───── DATASET RECORDS ─────

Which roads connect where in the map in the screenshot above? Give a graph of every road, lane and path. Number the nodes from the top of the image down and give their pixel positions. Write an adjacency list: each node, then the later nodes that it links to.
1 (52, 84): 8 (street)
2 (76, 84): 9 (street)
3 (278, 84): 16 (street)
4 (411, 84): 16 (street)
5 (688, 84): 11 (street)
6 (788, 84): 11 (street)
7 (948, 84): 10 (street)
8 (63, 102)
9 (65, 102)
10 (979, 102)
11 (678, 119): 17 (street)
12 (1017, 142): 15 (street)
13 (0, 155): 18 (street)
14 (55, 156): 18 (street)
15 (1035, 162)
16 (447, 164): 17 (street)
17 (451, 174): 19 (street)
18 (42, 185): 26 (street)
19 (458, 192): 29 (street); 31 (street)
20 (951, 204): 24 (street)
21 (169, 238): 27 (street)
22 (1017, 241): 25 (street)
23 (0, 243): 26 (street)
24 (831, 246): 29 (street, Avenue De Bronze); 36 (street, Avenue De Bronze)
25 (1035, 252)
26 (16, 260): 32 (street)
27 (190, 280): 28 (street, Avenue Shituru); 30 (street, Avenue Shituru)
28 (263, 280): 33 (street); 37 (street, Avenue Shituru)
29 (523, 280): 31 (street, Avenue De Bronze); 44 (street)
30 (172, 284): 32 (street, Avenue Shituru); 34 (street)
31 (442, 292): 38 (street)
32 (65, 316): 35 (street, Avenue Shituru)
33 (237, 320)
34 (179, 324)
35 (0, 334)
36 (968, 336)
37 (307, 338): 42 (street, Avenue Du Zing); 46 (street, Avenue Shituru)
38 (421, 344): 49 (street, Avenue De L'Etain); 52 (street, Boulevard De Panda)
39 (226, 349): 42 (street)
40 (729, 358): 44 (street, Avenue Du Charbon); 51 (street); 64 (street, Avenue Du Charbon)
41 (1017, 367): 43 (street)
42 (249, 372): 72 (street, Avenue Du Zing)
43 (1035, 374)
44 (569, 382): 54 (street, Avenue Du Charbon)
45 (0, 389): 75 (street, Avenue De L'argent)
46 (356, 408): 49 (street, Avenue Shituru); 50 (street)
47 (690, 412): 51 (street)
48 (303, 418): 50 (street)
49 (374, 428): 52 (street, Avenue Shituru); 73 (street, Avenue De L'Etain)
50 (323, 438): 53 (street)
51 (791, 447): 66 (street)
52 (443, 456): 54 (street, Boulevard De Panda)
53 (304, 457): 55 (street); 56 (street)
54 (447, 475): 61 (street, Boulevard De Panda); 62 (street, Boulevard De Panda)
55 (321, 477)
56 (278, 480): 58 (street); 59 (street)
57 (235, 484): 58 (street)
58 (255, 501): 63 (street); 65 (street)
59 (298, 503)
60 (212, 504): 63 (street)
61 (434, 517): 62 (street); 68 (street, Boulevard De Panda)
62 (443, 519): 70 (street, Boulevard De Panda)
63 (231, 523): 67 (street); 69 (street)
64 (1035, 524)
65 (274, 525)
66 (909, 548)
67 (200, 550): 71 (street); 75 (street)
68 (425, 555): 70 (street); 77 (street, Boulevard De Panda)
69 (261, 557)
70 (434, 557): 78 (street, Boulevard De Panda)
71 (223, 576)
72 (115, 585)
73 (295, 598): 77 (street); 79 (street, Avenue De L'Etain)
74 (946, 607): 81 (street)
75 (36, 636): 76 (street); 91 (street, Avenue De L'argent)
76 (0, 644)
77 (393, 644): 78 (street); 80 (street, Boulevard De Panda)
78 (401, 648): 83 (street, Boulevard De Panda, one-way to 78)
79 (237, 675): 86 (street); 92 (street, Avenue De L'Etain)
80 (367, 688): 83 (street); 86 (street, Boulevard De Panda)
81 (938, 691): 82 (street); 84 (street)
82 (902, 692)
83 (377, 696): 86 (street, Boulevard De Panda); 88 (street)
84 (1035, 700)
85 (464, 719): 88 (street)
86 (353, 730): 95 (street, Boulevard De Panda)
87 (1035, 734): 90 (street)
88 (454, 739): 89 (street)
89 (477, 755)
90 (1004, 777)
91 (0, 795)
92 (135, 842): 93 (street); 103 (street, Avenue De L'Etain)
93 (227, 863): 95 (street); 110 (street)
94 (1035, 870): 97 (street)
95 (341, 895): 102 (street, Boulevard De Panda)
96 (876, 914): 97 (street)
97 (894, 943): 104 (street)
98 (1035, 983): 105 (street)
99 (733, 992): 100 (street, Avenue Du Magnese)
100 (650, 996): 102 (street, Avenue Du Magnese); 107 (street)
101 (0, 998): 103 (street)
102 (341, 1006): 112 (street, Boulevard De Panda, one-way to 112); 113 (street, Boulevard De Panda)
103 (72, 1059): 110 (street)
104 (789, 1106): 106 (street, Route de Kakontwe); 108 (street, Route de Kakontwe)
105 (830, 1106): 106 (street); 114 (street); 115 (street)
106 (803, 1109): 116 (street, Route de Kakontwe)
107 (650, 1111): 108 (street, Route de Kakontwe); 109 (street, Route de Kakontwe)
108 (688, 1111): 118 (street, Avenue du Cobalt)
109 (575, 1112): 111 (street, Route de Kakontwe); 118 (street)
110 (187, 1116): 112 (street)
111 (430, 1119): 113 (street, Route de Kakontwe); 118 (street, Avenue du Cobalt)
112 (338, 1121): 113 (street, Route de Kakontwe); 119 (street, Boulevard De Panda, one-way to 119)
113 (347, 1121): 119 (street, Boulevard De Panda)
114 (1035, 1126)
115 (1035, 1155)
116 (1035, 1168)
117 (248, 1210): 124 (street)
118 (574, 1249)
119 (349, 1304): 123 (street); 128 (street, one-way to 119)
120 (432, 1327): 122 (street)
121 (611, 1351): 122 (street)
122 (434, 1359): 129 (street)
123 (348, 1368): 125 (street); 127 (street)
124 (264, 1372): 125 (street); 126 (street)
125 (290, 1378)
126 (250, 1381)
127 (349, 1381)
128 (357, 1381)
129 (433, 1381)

─────

▸ **ASSIGNED TASK**
Each line above that contains the word "Zing" counts once; give the total and no other text.

▸ **RESULT BELOW**
2